Where are the half-done things in your life that you keep bumping into? Challenge yourself this week, and tackle one half-hearted solution head first. What will yours be? How will it help life?


Sunday 5 January 2014

C A L M 2014


As it is the beginning of another round around the sun, I thought of spicing this round up with something to concentrate on. It looks like new year's resolutions are completely out and everybody's choosing a word for guiding the year ahead, which I'm only noticing now. I'd chosen my word in early December and heard of nobody else's words, so I had no idea I'm in there with everybody else. But I have a word to guide me too. My word is

C A L M

with big, spaced out capital letters to let it all sink in, slowly.

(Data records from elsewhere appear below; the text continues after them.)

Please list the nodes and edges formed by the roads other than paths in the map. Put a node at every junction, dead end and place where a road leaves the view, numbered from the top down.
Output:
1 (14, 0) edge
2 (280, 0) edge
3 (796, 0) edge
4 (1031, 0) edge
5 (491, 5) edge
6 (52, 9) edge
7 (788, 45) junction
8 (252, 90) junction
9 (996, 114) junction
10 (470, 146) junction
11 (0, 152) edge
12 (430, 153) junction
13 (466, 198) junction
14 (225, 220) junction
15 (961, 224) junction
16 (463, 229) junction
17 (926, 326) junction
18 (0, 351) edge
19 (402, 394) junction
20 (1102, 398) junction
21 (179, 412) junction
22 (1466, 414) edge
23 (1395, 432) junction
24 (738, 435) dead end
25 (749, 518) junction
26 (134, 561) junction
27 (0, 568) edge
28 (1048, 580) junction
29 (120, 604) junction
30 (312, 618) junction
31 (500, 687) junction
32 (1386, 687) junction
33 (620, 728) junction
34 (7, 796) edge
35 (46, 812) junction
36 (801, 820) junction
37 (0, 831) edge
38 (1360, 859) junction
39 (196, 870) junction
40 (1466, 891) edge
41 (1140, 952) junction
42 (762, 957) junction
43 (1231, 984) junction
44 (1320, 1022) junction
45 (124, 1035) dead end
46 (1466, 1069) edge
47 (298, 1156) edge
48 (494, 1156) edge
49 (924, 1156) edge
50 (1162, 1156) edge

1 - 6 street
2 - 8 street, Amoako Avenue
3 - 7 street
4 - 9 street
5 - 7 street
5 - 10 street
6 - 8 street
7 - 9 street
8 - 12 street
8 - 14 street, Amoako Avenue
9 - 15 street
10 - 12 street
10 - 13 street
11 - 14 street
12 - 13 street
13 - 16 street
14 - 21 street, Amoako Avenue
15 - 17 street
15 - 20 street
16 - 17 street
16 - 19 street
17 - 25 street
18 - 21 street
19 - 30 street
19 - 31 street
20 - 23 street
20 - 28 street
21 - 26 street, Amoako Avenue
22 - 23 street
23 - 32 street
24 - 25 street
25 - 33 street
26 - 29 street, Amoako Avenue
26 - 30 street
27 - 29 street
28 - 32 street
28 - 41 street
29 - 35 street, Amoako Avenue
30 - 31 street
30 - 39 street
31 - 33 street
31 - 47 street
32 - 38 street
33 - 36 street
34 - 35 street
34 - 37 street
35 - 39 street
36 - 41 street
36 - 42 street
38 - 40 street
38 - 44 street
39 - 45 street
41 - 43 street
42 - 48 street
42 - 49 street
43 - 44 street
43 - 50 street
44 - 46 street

And the way it might manifest itself - I thought, might be that instead of me sitting still and doing nada and *being* calm, I might try to actively produce calm, to *create* it. The being calm might just happen miraculously once I've created some space for it to exist.

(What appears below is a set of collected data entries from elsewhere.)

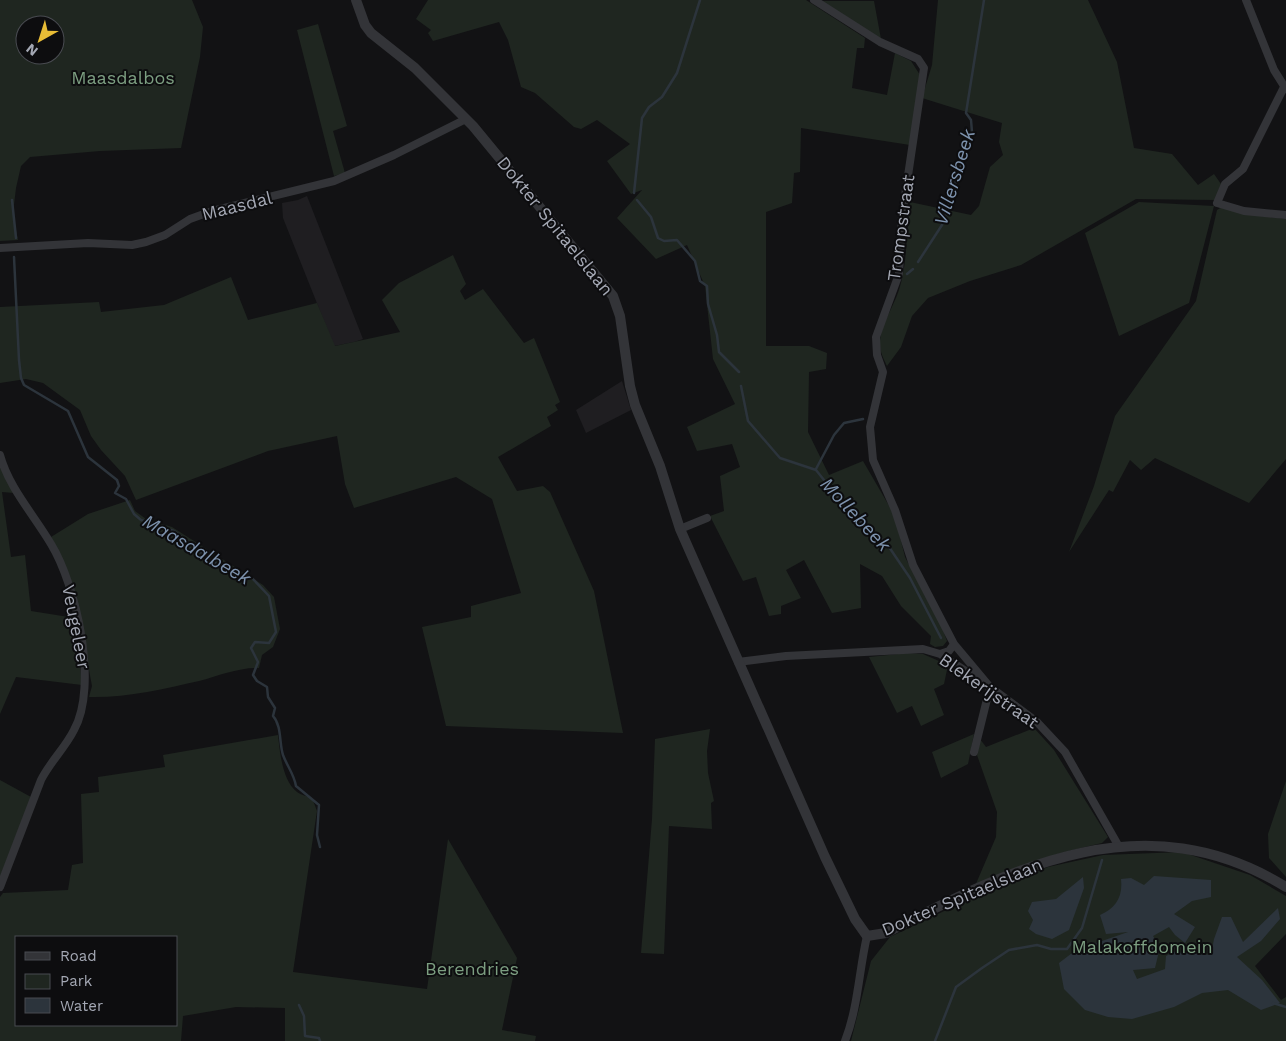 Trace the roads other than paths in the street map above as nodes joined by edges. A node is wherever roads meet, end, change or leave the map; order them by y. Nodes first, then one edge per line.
1 (356, 0) edge
2 (814, 0) edge
3 (1246, 0) edge
4 (1285, 88) edge
5 (466, 119) junction
6 (1286, 215) edge
7 (0, 248) edge
8 (0, 455) edge
9 (707, 518) dead end
10 (680, 529) junction
11 (954, 644) junction
12 (940, 654) junction
13 (738, 662) junction
14 (990, 687) junction
15 (974, 752) dead end
16 (1118, 845) junction
17 (0, 887) edge
18 (1286, 888) edge
19 (867, 936) junction
20 (845, 1041) edge

1 - 5 street, Dokter Spitaelslaan
2 - 11 street, Trompstraat
3 - 4 street
4 - 6 street
5 - 7 street, Maasdal
5 - 10 street, Dokter Spitaelslaan
8 - 17 street, Veugeleer
9 - 10 street
10 - 13 street, Dokter Spitaelslaan
11 - 12 street
11 - 14 street, Trompstraat
12 - 13 street, Blekerijstraat
12 - 14 street, Blekerijstraat
13 - 19 street, Dokter Spitaelslaan
14 - 15 street
14 - 16 street, Blekerijstraat
16 - 18 street, Dokter Spitaelslaan
16 - 19 street, Dokter Spitaelslaan
19 - 20 street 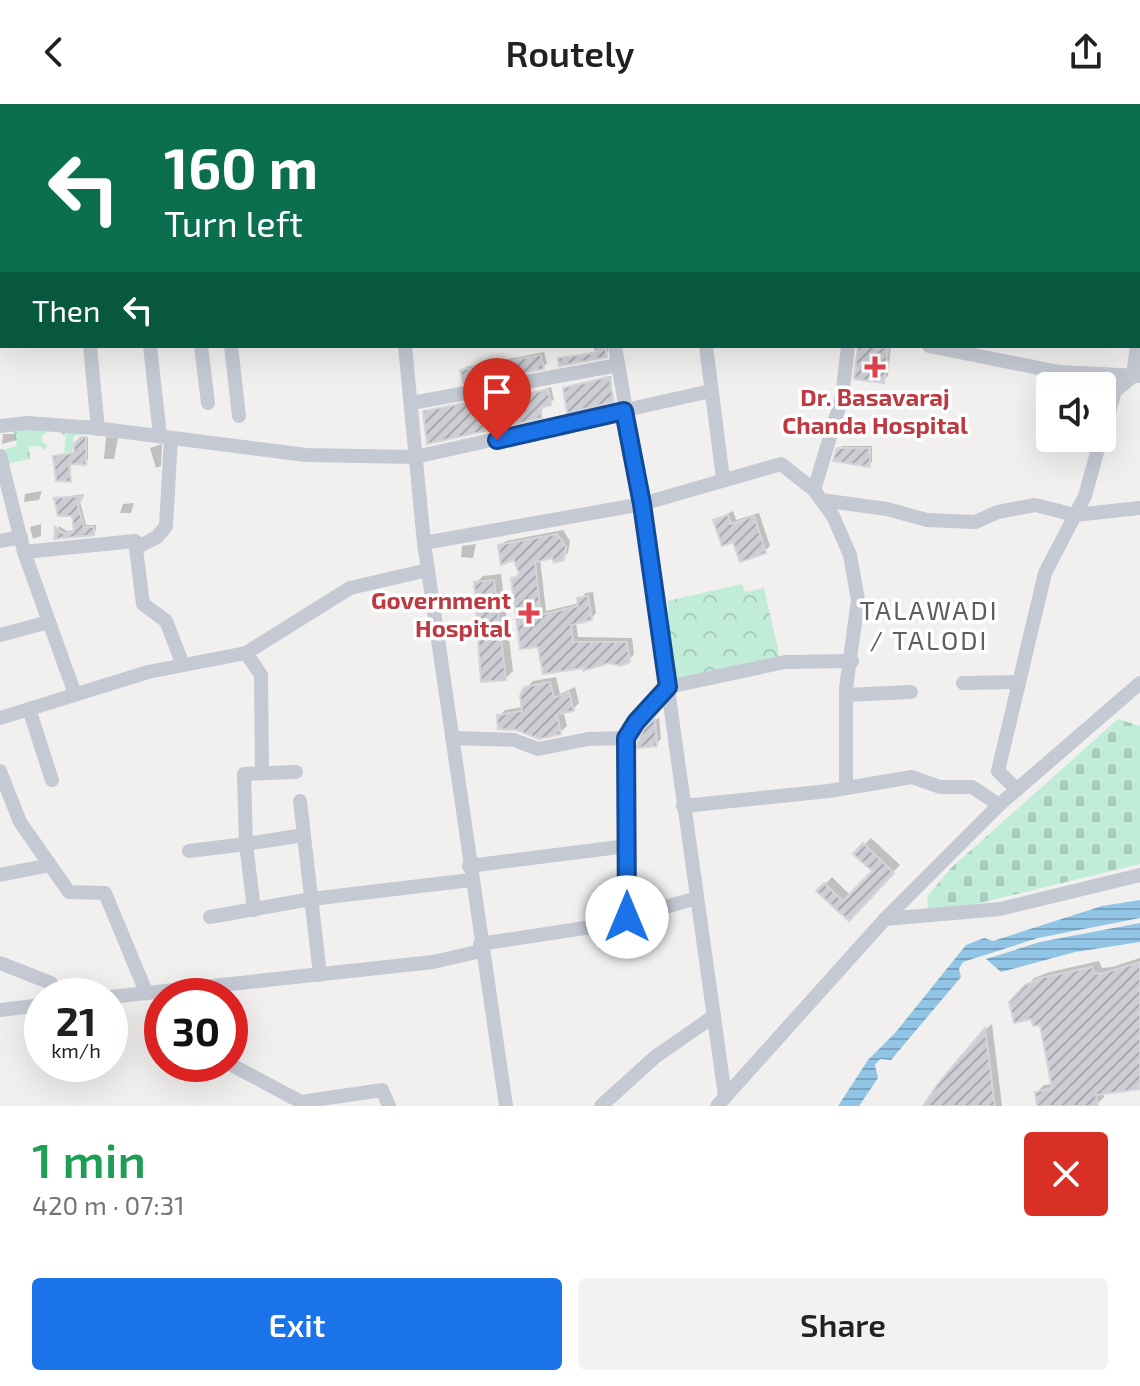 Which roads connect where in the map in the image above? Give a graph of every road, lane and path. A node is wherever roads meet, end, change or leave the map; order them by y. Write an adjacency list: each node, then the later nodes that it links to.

I'm a master of beginning things, and it's super easy for me to leave everything half done (see my previous post). So there's about a million half-done things laying around in my life, and I tackling those, in a calm manner, one by one, and with concentration and some deeply breaths, is my plan for the beginning of the year. I'm intending to *create* some calm every day, especially at work.

And this is what I've done so far:

1st of January
I was at home, and sewed some half done products for the shop that were laying around the sewing table waiting for "the right moment". It took about an hour, and now they're one step closer to becoming finished, 3/4 finished. 

2nd of January
The first day of work for this year. I decided to begin the calm-creating by tackling three little drawers on my desk at the shop. I decluttered them and left only the direly needed stuff there, so they're easy to find when I need them. I also found there are business cards that are sort of half done (I scrapbook them from card stock and printed recycled paper), and some elastics and satin ribbons for the ballet pointe shoes that need packaging and restocking. I had none left in the shop although I have all the materials for them, so they clearly needed some crafting.
So as well as cleaning the drawers, I finished the elastics, made some 20 packages of them for the shop, and sorted out their pricing and the restocking options from the manufacturer.

3rd of January
The second day at work meant more finishing business. I packaged the pointe shoe satin ribbons, and finished one roll of ribbon completely from the storage shelves, making sure I have a reminder in my calendar to order another roll with the back to school -orders in March. This is how many there are now - they should last us until next autumn. Oh, and the packaging is from an old book that I salvaged from the local University Library. It's an early edition of the three musketeers. SO much fun to read as I chop the pages :)


4th of January
This was the day of packing at the shop (were taking the shop to another town for a day), so I didn't have as much time for the finishing business as I had in the previous days, but I did finish most of the business cards I had half done. Now there's plenty again, and my little watering can looks so cute with the cards in :)


Although there's still a few business cards let to finish next week when I get back to work, the three drawers are looking pretty calm already. This is the bottom one of them:


So the year is off to a good start.

What's your word - and how have you manifested it in the first few days of the year?